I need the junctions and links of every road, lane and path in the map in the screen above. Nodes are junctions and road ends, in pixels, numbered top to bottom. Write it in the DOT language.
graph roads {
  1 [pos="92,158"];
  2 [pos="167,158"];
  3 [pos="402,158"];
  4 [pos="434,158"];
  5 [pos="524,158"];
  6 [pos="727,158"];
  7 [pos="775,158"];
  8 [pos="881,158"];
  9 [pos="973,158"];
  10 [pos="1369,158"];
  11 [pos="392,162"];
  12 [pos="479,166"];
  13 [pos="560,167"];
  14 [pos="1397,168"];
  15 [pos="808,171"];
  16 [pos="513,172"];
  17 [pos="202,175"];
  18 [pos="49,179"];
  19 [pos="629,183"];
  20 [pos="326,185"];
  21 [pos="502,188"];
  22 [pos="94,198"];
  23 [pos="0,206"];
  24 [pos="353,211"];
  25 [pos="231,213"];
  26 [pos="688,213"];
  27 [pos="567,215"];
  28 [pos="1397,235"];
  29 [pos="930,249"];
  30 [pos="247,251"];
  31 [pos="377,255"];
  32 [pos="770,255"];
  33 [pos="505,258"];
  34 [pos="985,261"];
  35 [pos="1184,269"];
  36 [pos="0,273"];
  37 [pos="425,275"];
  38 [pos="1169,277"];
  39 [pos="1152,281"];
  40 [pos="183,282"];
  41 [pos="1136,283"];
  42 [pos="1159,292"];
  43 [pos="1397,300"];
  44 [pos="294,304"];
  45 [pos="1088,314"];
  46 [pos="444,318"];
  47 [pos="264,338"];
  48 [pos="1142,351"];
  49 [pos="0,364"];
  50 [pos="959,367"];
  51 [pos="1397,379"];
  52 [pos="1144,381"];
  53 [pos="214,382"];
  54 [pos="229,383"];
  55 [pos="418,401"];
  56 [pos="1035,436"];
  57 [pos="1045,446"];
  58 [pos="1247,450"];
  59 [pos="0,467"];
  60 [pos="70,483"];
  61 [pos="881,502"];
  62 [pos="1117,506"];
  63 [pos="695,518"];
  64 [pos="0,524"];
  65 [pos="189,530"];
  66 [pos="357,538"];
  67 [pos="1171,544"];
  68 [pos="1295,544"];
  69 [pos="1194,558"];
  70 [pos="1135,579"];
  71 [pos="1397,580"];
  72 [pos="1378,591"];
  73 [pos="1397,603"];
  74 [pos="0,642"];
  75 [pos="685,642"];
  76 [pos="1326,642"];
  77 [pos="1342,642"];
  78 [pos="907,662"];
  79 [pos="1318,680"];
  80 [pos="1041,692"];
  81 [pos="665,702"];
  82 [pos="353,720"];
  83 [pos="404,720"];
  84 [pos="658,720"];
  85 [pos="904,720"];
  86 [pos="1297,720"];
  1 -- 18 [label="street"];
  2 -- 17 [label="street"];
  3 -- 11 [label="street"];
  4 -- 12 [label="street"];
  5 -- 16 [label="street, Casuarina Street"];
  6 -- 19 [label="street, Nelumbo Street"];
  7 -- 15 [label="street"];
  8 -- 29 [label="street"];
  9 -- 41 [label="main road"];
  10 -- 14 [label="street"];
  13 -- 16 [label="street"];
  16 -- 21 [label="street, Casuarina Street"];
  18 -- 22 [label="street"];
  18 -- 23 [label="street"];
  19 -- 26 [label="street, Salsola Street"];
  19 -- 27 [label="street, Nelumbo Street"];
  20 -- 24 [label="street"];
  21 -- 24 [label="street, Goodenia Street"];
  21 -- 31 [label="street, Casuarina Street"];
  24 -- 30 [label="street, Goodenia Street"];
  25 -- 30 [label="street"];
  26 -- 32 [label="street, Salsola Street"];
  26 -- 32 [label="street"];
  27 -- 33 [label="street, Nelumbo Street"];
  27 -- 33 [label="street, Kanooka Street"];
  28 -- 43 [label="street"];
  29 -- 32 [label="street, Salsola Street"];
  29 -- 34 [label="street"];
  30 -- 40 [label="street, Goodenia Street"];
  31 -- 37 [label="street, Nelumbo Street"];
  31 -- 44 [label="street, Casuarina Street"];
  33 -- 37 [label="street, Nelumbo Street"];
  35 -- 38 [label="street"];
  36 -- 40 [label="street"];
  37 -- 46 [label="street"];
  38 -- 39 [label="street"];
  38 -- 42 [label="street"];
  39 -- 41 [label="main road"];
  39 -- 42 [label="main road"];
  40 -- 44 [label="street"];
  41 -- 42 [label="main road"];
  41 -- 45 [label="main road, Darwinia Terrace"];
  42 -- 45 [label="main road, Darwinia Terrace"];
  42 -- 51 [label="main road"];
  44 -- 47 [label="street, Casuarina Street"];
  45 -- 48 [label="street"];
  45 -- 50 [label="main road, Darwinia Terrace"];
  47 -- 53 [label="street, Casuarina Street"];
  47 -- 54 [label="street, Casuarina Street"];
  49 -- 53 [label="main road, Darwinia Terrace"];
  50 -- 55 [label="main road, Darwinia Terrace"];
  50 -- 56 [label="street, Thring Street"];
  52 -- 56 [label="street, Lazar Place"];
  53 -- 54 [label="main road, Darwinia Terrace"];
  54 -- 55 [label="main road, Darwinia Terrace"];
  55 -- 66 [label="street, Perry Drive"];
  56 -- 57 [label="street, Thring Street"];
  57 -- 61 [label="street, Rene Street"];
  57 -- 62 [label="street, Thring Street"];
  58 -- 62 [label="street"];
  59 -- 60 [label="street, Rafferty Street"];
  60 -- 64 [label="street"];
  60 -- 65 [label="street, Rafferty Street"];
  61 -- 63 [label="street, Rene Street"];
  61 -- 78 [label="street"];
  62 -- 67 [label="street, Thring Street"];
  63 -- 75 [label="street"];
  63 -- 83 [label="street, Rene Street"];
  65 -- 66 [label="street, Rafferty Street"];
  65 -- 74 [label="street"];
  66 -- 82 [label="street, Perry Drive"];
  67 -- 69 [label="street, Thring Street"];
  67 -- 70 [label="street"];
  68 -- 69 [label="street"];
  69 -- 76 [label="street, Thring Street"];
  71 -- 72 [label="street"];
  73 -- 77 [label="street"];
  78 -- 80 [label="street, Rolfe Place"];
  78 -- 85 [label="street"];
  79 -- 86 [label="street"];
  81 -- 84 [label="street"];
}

**What is being asked**.
From the records given above, copy all lines containing "Nelumbo".

**Your solution**.
  6 -- 19 [label="street, Nelumbo Street"];
  19 -- 27 [label="street, Nelumbo Street"];
  27 -- 33 [label="street, Nelumbo Street"];
  31 -- 37 [label="street, Nelumbo Street"];
  33 -- 37 [label="street, Nelumbo Street"];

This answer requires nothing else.